The input Start Marker

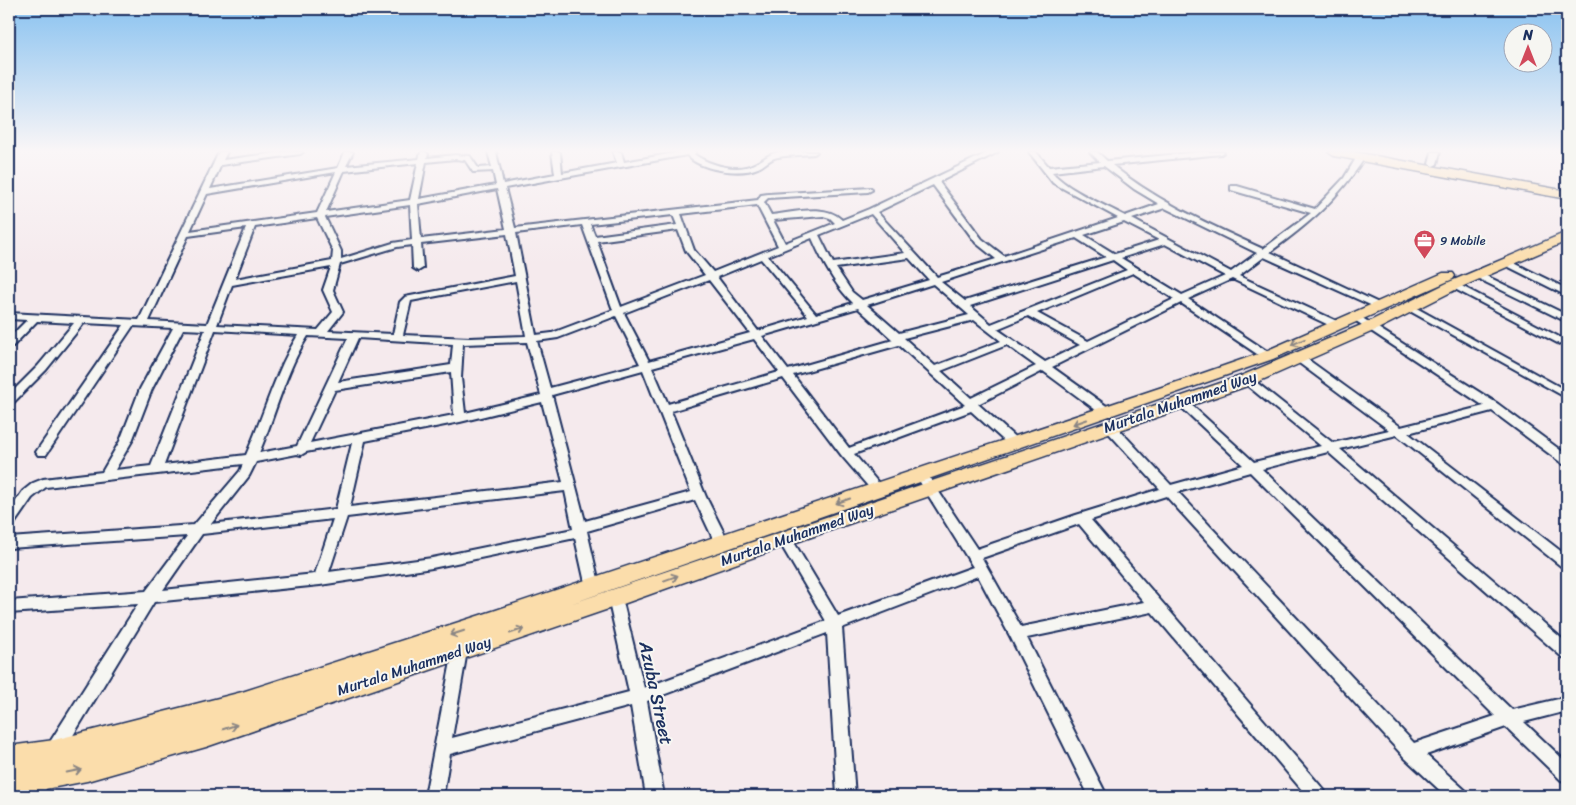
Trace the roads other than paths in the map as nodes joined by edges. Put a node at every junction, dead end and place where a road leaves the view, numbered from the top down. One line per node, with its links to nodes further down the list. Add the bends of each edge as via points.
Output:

The input End Marker
The input Start Marker

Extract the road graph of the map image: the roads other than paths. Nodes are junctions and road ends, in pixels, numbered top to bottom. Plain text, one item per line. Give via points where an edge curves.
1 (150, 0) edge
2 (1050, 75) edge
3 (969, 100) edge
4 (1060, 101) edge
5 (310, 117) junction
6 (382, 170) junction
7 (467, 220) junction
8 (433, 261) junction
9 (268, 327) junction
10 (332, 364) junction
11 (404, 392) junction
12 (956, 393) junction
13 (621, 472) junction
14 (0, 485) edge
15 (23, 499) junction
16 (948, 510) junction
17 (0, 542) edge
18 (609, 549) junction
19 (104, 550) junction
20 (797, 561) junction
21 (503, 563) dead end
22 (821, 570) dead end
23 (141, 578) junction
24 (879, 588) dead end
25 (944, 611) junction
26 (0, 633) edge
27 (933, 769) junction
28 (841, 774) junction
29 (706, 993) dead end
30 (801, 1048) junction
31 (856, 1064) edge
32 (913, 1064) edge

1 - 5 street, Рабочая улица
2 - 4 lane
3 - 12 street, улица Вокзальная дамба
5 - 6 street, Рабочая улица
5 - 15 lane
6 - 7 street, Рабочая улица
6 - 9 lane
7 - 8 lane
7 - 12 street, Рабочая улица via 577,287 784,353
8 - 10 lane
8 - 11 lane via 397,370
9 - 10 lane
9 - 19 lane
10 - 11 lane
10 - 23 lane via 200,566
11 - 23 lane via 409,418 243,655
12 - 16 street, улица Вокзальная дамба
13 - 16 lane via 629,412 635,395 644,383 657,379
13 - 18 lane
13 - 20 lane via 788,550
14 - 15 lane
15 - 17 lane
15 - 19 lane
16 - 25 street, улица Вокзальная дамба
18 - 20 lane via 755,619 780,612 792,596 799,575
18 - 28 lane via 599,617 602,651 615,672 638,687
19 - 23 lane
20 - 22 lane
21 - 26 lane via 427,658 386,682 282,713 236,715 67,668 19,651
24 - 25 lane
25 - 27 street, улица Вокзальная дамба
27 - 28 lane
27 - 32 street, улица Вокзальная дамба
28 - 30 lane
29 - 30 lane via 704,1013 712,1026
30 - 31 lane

The input End Marker
The input Start Marker

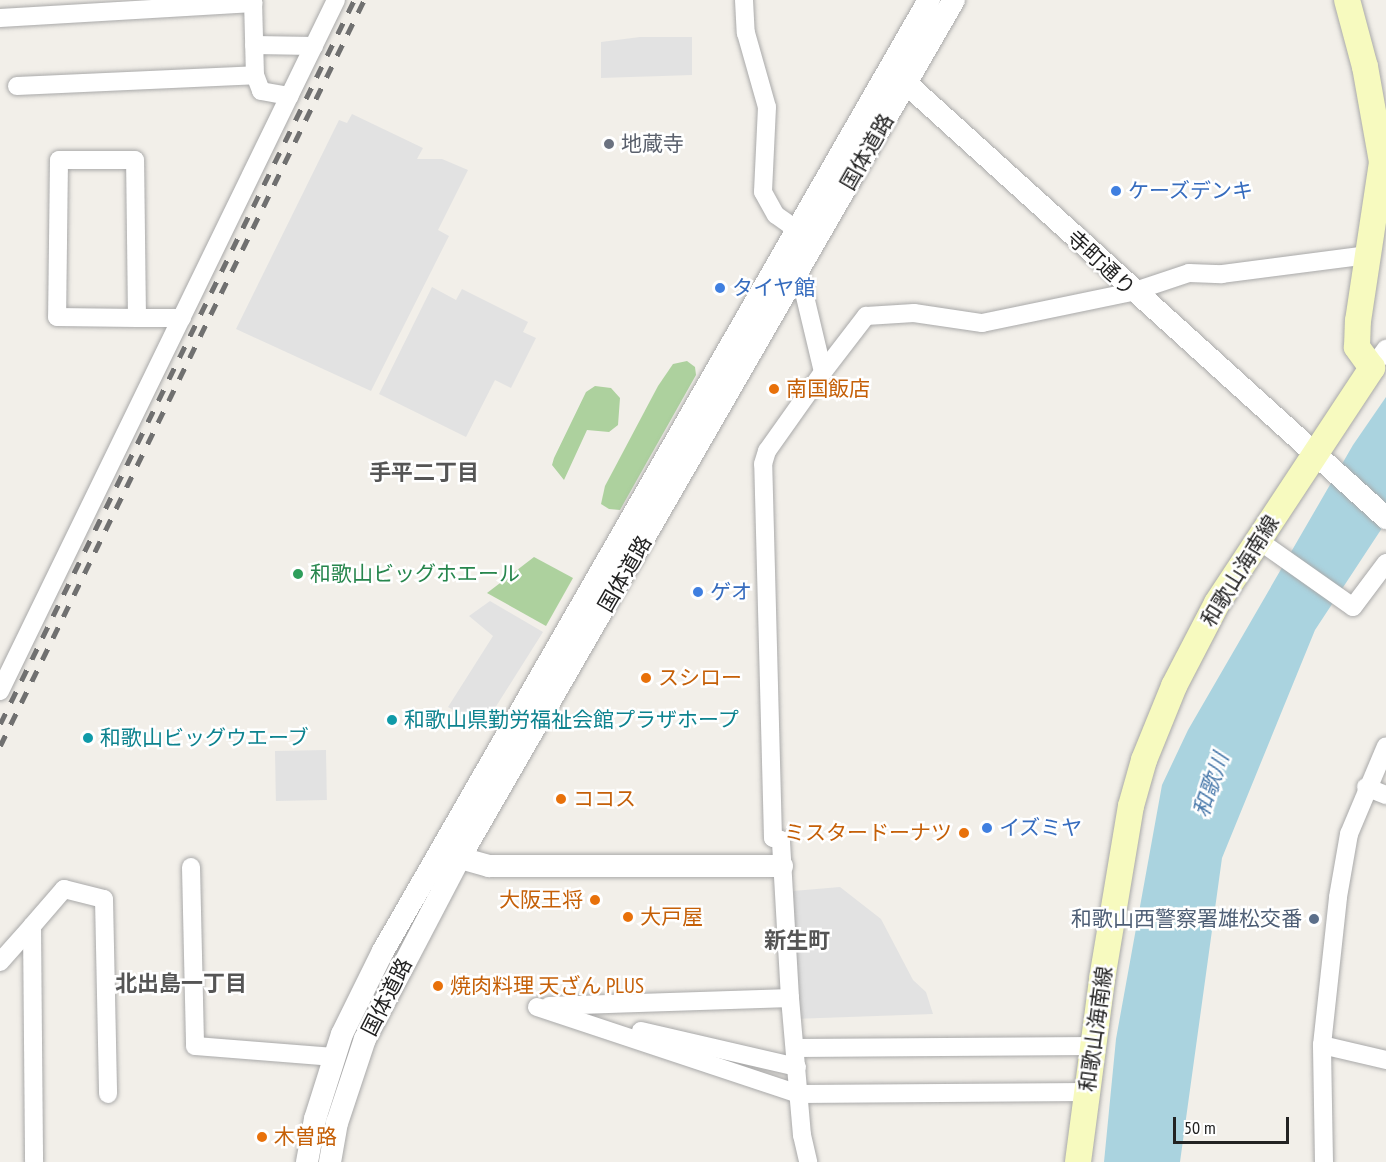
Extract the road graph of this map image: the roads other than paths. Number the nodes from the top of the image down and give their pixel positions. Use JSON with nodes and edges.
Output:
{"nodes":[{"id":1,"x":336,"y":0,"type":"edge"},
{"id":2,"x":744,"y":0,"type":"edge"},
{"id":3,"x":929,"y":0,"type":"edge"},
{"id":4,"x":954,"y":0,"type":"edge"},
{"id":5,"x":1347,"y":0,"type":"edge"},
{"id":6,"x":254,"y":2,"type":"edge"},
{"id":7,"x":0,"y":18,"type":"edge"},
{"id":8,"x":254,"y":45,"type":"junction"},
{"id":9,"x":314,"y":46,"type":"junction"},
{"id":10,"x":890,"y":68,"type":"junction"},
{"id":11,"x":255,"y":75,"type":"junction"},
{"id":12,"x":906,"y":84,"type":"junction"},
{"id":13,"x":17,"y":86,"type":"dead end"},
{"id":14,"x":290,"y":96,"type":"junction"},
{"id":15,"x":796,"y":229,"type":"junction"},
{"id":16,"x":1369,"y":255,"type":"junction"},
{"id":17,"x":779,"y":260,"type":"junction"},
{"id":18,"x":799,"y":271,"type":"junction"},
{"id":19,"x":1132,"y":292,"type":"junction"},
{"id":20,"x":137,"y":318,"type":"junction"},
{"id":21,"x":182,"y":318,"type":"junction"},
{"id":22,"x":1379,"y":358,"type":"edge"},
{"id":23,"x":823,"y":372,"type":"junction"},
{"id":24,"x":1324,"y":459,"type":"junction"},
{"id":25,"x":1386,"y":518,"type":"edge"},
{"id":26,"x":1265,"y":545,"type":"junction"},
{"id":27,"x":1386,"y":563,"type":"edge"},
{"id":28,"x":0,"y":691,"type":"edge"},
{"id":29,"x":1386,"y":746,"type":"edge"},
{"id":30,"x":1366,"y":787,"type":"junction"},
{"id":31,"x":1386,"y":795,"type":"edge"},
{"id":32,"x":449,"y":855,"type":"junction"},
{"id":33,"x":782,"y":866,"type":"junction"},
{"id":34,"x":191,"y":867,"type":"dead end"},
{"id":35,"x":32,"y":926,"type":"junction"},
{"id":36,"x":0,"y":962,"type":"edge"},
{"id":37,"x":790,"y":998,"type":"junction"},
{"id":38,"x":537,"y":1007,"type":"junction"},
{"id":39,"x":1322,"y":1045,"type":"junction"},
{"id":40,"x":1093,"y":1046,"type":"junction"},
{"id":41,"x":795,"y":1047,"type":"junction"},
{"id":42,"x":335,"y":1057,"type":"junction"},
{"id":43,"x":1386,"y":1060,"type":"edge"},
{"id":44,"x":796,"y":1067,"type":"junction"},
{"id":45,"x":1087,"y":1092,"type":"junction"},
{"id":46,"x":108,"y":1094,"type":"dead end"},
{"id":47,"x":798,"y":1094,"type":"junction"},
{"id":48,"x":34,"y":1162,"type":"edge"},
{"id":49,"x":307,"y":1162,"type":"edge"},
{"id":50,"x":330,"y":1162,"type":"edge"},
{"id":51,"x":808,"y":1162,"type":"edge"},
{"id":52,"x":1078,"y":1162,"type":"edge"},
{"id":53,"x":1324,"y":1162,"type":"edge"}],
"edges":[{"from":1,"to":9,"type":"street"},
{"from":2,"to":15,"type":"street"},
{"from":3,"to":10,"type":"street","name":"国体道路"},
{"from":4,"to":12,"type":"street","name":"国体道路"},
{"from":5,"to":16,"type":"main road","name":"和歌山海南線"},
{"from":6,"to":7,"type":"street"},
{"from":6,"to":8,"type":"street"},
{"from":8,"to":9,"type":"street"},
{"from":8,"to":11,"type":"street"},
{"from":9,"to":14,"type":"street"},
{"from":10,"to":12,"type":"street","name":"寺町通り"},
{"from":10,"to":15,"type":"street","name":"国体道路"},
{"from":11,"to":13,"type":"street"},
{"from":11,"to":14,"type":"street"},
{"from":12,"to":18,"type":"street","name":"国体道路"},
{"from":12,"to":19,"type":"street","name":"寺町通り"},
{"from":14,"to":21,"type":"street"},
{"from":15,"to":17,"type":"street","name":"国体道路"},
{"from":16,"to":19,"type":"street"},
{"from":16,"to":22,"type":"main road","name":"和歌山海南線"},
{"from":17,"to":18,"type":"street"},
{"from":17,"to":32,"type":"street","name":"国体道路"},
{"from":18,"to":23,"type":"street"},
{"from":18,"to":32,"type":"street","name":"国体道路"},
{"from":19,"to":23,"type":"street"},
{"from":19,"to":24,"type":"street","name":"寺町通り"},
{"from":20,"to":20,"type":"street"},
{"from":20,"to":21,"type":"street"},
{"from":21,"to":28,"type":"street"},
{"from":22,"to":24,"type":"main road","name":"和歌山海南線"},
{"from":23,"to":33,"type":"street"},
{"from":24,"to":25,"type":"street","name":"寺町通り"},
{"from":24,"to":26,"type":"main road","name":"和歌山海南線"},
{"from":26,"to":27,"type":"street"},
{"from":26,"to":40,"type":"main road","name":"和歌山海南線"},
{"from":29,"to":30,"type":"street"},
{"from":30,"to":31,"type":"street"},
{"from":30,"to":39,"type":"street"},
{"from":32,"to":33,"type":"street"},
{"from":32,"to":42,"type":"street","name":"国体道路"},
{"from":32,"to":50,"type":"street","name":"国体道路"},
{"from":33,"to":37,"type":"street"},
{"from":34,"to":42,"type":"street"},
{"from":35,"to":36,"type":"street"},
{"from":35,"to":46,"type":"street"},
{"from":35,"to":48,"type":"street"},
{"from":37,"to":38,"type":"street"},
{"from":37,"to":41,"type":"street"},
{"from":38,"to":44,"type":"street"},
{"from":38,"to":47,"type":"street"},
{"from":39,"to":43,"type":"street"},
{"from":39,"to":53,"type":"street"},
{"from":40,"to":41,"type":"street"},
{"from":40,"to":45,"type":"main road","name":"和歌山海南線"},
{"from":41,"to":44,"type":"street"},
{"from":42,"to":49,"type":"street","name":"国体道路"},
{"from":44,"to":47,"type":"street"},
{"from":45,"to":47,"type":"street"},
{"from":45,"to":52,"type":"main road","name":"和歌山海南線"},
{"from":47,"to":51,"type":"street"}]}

The input End Marker

- **Exercise instructions**: Lines that contain "down" are to be copied from the records above.

- **Solution to this exercise**:
Trace the roads other than paths in the map as nodes joined by edges. Put a node at every junction, dead end and place where a road leaves the view, numbered from the top down. One line per node, with its links to nodes further down the list. Add the bends of each edge as via points.
Extract the road graph of this map image: the roads other than paths. Number the nodes from the top of the image down and give their pixel positions. Use JSON with nodes and edges.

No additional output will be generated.